The guide comes from my experience entering the clean technology industry and the steps I took from being simply interested to being knowledgeable enough to provide value to the industry.

Who is the guide for?

Recent graduates, career changers, or entrepreneurs who have little to no knowledge about clean technology but are looking for some direction to learn about the industry.

What’s the purpose?

The goal will be to provide you with basic resources that you can use to begin to learn about and get involved in the clean technology industry. I can only provide you with the resources that will help you, if you really want to get involved you’ll have to do most of the work, but I think this information will be a really helpful start.

The 4 Parts of the Clean Tech Guide:

Clean technology has a very broad definition, but the clean tech guide will focus on four areas:

  1. Renewable Energy
  2. Resource Efficiency
  3. Green Building
  4. Food

Outline of Each Section

  1. Understanding the principles and/or technology
  2. Reading materials
  3. Where to meet people
  4. How to find your niche

Section 1: Renewable Energy

Step 1: Understand the technology

Renewable Energy is defined as energy generated from resources that are naturally replenished.

The most important element to entering renewable energy is being able to understand and speak about the basics principles, technologies, and buzz words in the industry. So you will be able to read industry information, go to conferences, and talk with people intelligently. If you find yourself in a conversation about renewable energy, you’ll be better off if you know what REGGI, RECs, DG, and other random acronyms mean.

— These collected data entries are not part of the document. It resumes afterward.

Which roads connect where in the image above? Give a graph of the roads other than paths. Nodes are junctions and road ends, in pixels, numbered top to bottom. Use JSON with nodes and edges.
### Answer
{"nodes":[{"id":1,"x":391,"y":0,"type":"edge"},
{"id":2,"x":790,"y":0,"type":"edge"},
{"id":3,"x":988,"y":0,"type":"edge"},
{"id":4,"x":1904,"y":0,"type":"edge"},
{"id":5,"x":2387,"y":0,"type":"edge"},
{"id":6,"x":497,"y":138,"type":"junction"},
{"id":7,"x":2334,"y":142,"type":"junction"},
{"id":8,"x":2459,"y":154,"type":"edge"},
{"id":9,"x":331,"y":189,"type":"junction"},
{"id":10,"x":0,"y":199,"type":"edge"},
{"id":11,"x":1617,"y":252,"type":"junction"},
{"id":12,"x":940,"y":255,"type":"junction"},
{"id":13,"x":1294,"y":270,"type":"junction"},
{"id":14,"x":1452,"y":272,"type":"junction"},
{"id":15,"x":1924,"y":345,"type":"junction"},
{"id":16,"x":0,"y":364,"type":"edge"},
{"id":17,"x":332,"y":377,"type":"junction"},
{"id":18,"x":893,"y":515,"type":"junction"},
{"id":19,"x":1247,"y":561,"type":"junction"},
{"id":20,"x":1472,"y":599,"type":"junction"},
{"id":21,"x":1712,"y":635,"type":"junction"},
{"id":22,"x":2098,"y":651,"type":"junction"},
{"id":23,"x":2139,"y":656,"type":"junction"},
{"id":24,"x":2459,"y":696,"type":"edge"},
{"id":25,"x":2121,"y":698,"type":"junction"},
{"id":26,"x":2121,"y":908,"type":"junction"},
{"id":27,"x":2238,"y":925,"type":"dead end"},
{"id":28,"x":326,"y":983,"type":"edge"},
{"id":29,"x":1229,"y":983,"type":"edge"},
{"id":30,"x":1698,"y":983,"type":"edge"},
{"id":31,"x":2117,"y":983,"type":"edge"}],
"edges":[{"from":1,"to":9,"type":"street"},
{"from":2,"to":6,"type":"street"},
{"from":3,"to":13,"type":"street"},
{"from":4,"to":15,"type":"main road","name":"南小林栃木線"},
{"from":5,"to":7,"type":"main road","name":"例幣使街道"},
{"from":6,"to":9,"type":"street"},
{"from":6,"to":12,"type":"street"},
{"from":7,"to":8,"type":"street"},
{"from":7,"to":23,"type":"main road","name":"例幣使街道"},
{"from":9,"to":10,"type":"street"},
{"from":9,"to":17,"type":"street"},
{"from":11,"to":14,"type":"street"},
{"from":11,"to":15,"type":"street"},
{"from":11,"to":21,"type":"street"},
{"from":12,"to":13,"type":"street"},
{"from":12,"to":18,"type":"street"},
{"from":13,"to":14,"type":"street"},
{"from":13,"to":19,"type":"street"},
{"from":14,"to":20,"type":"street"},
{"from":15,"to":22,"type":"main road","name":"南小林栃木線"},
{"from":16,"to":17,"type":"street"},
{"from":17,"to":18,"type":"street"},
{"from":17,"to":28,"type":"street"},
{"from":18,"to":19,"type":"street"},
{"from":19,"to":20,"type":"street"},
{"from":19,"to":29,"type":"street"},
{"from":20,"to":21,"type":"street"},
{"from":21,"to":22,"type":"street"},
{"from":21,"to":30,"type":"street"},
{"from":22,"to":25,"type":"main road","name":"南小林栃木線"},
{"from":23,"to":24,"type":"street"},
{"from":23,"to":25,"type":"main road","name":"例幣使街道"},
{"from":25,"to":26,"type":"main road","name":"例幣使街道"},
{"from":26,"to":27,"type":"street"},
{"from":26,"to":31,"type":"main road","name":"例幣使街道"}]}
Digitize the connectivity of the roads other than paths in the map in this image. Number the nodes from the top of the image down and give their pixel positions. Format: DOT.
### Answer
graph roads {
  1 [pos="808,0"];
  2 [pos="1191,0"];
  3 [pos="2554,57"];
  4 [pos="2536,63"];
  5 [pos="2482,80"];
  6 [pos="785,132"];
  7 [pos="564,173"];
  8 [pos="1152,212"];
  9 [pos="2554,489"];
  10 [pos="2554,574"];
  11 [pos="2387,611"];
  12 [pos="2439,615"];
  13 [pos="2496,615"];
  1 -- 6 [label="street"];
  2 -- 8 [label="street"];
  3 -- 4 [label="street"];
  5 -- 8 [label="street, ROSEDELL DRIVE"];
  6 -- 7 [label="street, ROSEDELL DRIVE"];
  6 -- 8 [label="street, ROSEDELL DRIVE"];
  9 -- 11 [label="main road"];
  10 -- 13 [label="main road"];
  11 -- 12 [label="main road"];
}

Renewable Energy is fundamentally divided into utility scale and distributed generation projects, known as DG. When you think of utility scale projects these are large plants, such as coal and nuclear. These type of plants are less common with renewable sources (with the exception of hydroelectric) due to transmission loss (the loss of energy needed to transmit the energy from point to point) but there are some applications of utility scale solar and wind projects. Distributed generation refers to smaller, more local power generation where the power is produced very close to where it will be consumed, i.e. a solar system on a house.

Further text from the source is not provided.